Especialistas consultados pelo Correio da Manhã explicam, porém, que as novas determinações mantêm as empresas — principalmente as brasileiras — em um impasse delicado. Segundo avaliação do professor de Direito Internacional Manuel Furriela, o parecer de Flávio Dino reitera o princípio estabelecido na legislação brasileira de que leis, atos ou decisões emanadas de outros estados ou países somente terão validade no Brasil após o processo de homologação, sujeito às limitações inerentes ao sistema jurídico brasileiro, “como a ordem pública, a soberania nacional e os bons costumes”.

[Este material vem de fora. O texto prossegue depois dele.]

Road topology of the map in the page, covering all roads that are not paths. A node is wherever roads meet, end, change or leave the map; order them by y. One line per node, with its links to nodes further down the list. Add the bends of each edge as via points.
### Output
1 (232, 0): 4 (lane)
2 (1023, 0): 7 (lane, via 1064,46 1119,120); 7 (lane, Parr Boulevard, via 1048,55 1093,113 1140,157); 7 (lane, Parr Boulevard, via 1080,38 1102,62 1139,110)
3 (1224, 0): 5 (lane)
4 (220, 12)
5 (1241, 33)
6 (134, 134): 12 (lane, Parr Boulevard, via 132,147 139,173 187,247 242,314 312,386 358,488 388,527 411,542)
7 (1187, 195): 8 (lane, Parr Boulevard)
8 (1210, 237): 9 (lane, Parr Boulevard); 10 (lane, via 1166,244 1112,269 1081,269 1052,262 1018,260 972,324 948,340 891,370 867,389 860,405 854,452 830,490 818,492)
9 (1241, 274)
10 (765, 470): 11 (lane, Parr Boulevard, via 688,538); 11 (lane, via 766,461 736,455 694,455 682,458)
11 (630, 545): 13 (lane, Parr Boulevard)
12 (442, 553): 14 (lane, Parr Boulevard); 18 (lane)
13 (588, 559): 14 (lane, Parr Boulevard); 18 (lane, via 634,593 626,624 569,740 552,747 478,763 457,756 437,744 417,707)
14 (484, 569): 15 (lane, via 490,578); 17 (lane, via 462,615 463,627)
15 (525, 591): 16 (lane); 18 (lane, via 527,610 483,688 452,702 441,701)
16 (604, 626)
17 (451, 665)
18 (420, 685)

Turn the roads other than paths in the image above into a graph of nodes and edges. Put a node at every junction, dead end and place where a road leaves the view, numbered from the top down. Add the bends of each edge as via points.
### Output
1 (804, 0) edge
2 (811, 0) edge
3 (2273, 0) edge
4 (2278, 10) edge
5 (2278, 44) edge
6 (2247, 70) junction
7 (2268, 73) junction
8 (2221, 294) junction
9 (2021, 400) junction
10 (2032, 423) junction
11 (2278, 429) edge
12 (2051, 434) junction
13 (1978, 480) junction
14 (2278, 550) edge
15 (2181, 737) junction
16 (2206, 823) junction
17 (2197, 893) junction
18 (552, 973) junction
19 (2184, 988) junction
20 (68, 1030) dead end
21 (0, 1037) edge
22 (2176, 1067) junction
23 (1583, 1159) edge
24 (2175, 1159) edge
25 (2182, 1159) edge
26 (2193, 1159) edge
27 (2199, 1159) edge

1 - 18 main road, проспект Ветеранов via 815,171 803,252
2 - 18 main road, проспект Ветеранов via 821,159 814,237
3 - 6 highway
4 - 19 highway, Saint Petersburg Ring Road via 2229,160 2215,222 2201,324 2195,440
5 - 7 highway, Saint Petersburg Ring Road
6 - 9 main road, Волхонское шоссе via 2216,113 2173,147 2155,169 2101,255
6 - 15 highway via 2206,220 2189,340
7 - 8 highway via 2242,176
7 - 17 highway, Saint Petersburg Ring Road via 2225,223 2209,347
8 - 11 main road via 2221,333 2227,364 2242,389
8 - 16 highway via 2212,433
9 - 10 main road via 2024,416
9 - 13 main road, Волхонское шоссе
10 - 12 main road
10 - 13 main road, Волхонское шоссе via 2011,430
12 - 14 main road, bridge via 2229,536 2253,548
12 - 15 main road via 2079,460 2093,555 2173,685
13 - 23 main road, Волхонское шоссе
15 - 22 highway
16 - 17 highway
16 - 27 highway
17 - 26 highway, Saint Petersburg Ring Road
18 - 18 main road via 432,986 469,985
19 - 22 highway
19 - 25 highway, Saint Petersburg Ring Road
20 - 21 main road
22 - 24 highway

“Mediante uma interpretação extensiva, essas mesmas empresas americanas poderiam ser compelidas a aplicar as referidas decisões também no Brasil. Contudo, com a decisão do STF, fica claro que essas empresas devem seguir as normas brasileiras e não estão obrigadas a aplicar as sanções estrangeiras dentro do território nacional”.
Ainda assim, Furriela destaca que persiste a questão de como essas empresas lidarão com as possíveis penalidades que podem sofrer nos Estados Unidos por não aplicarem as decisões sancionatórias em outros países, incluindo o Brasil. “Apesar da clareza da decisão, as empresas continuam diante de incertezas, especialmente em relação à interpretação da aplicabilidade internacional das sanções”, afirmou o internacionalista.
Para o professor de Direito Constitucional do Instituto Brasileiro de Mercado de Capitais (Ibmec), Clever Vasconcelos, embora a medida possua plena aplicabilidade do ponto de vista jurídico, coloca as instituições financeiras em uma “cilada econômica”, que deverão medir os riscos e avaliar a melhor conduta a ser tomada.
“Se acatarem a decisão do Supremo, poderão incorrer em sanções econômicas expressivas. Portanto, é crucial que mensurem o impacto financeiro de suas ações: arcar com as penalidades internas ou enfrentar as sanções da jurisdição norte-americana, onde a lei tem plena efetividade”, explicou Vasconcelos à reportagem.